One of the reasons we may be reticent to grieve is that we don’t want to be whiners. We don’t want people to avoid us because we’re always down in the mouth. We don’t want to be thought of as big babies. So we put on a happy face and pull ourselves up by our bootstraps and get a grip and buck up and do whatever it takes to avoid the label of “whiner.” This can be especially true in the workplace, where negative emotions are often deemed to be inappropriate. Yet we can carry this professional limitation home with us, or to church, or even to our communication with God.
The Bible describes instances of whining. In Numbers 11, for example, the people of Israel are unhappy with their life outside of Egypt, so they start whining, much to God’s displeasure (11:10).
Notice, though, that whining is not the same as grieving. Whining is petty complaining. It’s going on and on about something that really isn’t all that important. Whining is not lamentation, which is deep grieving over acute devastation and suffering. What we read in Lamentations 2:11, for example, is not whining, but profound mourning: “My eyes are worn out from weeping; my stomach is churning. My insides are poured on the ground because the daughter of my people is shattered, because children and babies are fainting in the city streets.”
Scripture teaches us to avoid self-centered, trivial, petulant whining. But it also gives us ample permission to express our genuine grief with freedom. Indeed, as we read in Ecclesiastes 3:4, there is “a time for crying and a time for laughing, a time for mourning and a time for dancing.”
QUESTIONS FOR FURTHER REFLECTION: How do you feel about whining? Do you ever find yourself whining? If so, when? Does your fear of being a whiner keep you from expressing genuine grief at home, at church, or even at work? What is the difference between unacceptable whining and appropriate lamentation?

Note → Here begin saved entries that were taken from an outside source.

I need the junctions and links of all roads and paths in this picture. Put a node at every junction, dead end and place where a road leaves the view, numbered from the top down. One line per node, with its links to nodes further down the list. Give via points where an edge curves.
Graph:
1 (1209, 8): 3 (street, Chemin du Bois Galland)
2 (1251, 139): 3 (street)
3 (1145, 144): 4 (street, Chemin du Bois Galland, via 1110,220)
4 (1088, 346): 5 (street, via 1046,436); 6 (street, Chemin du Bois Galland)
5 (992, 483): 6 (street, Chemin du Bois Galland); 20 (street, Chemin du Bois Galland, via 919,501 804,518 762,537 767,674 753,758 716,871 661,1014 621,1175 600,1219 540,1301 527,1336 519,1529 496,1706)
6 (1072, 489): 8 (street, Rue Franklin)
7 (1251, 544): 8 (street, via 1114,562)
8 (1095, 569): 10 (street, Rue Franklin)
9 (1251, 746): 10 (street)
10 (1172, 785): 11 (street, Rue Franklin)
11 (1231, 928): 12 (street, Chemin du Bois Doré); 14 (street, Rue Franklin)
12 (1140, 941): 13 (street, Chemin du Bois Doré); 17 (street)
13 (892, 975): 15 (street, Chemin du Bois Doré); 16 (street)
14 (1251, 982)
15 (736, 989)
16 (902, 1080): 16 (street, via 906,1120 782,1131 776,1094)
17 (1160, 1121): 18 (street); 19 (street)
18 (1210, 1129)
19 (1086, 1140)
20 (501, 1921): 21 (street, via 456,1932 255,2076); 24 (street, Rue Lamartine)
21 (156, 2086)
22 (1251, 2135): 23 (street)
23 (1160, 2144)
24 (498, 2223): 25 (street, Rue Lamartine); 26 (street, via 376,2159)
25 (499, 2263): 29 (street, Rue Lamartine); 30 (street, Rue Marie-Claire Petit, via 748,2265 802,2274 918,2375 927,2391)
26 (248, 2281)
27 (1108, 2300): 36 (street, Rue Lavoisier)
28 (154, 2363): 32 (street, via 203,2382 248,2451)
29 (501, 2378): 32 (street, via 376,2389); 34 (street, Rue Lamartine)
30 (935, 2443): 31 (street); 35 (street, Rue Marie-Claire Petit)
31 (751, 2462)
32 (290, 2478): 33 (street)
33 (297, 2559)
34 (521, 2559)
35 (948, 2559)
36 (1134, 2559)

PRAYER: Dear Lord, surely the example of Lamentations doesn’t give us permission to whine, to engage in endless, petty, self-centered complaining. It’s no surprise, as we see in Numbers 11, that the whining of your people angers you.

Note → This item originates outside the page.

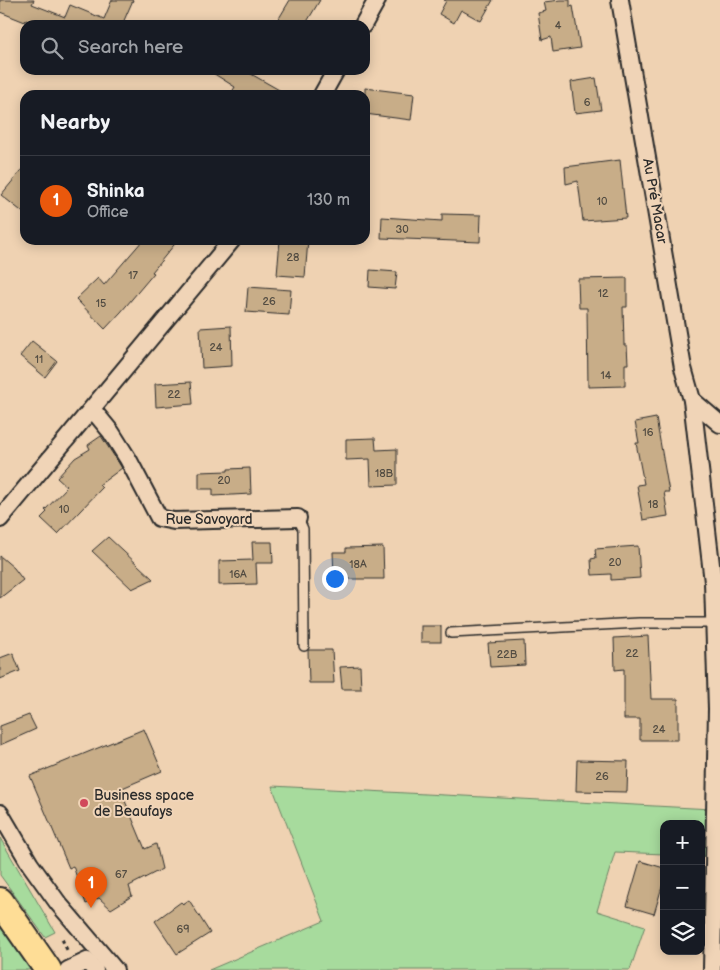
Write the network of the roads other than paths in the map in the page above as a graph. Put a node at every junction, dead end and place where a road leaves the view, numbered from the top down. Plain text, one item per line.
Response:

Yet, I must confess, Lord, that my reasonable reticence to whine sometimes spills over into an unreasonable resistance to express genuine grief. Lamentations encourages me to let you know when I’m suffering, when I’m disappointed, when sorrow fills my heart. Thank you for reminding me that I can freely grieve in your presence without becoming a whiner.
Help your church, Lord, to be a place where people learn to grieve in a free and healthy manner. Teach us to weep with those who weep, even as we rejoice with those who rejoice. Amen.